東京都日野市南平。江戸時代からある平村に、1926年(大正15年)玉南電気鉄道(現在の京王線)の南平駅が開業したのが開発の始まり。八王子や都心への利便性の良さから現在はベッドタウンになっています。といっても特急電車は通過するので、多摩都市モノレールが接続するとなりの高幡不動駅の周辺と比べれば街並みは穏やかです。

駅の北側には浅川、南側はすぐに南平丘陵と自然が多く、駅前でも踏切が鳴り止めばひとときの静寂が訪れます。
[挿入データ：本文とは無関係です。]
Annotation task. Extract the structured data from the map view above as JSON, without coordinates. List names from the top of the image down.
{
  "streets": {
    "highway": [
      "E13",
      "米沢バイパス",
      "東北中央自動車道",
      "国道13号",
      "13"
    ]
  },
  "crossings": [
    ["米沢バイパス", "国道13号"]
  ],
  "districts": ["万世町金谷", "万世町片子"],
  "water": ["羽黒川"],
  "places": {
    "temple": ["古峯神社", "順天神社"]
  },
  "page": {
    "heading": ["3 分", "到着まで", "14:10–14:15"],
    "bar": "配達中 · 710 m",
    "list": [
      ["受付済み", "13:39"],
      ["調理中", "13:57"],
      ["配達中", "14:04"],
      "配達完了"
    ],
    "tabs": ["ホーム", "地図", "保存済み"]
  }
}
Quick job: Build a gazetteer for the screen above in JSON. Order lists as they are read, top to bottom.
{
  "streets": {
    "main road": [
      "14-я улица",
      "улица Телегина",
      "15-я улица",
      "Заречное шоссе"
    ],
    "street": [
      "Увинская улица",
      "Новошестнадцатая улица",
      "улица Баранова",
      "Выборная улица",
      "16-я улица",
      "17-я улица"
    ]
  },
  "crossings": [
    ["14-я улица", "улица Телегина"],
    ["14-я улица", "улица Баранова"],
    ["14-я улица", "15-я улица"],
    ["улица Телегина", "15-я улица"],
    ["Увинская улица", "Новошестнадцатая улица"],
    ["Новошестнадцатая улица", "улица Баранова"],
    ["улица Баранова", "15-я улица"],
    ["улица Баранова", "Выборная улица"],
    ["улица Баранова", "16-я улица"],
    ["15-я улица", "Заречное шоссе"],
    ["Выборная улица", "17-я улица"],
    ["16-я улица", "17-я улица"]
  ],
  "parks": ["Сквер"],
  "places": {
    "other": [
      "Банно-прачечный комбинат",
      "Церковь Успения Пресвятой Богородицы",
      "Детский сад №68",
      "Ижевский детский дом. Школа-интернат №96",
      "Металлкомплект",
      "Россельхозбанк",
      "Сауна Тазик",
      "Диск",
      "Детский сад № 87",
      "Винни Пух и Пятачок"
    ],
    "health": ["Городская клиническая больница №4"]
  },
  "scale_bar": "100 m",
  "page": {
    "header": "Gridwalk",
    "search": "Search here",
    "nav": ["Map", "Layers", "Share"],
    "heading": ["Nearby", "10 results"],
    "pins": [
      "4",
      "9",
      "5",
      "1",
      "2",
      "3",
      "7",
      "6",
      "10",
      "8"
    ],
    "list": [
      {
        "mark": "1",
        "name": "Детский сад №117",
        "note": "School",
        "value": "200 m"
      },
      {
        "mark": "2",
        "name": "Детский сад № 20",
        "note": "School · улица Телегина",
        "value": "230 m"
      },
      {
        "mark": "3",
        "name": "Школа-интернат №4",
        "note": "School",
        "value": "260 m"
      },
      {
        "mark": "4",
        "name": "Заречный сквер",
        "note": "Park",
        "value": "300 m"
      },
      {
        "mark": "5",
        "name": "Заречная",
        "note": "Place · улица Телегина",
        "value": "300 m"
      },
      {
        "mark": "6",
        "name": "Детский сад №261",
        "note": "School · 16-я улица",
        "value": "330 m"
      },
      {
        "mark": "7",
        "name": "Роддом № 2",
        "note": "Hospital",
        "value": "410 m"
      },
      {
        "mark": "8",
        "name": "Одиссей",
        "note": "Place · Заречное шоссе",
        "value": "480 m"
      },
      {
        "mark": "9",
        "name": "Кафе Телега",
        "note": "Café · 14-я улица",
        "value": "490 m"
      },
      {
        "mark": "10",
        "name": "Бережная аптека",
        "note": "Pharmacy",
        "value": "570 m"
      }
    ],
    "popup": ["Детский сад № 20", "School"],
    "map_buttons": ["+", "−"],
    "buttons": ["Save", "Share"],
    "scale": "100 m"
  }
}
駅前には飲み屋街らしいものはなく、小さな商店街と食品スーパーがある程度なのですが、一軒だけ猛烈にお客さんを集めている店があります。それが、今回ご紹介する『よっちゃん』です。

初代が屋台で創業したのが1963年(昭和38年)。現在は三代目が中心となって切り盛りしています。

店主の代替わりの分だけ常連さんの年齢層は幅広く、若い家族連れから年配の夫婦、一人飲みを楽しむ黒帯飲兵衛までさまざま。そんな地元のみなさんが開店直後から押し寄せるので、取材時は平日にもかかわらず10分もしないうちに満席となりました。

年季の入ったカウンターは、古くても掃除が行き届いており、酒場特有の熱気も相まって実に居心地よく感じます。

品書き

お酒

樽生ビールは東京の老舗に強いサッポロ生ビール黒ラベル。昔ながらの大きなジョッキで、中:620円、大ジョッキ:820円。瓶ビールは、大瓶でアサヒ、キリン、サッポロから選べます。

サワー類はレモンサワー:440円、グレープフルーツサワー:460円、男梅サワー:460円など。日本酒は看板も書かれている八重寿銘醸(大曲)の八重寿:1合370円をはじめ、賀茂鶴酒造(西条)賀茂鶴 300ml:700円、鶴正酒造(伏見)鶴正宗 700ml:700円。

料理

マグロ中落刺し:600円、ネギトロ:580円、いか刺身:460円、〆鯖:460円、厚揚げ:240円、鶏手羽先:570円、ポテトサラダ:390円、豚耳ベーコン:400円など。

焼鳥:90円~は、レバシロカシラタンハツナンコツネックコブクロ鳥皮若どりつくね。

まるで縁日!ゴウゴウと焼き上げる焼鳥にビールが進む

サッポロ生ビール黒ラベル 中ジョッキ(620円)

お通しは屋台の頃からキャベツなんだよ、と常連さん。それと一緒にやってきました、一杯目の生ビールです。酒場で最初に口にはいるものは、一杯目にビールを飲む人が減ったとはいえ、やはりビールではじまる人は多いでしょう。こんな極上の一杯がでてきたら、もうそれだけで嬉しくなってしまいますよね。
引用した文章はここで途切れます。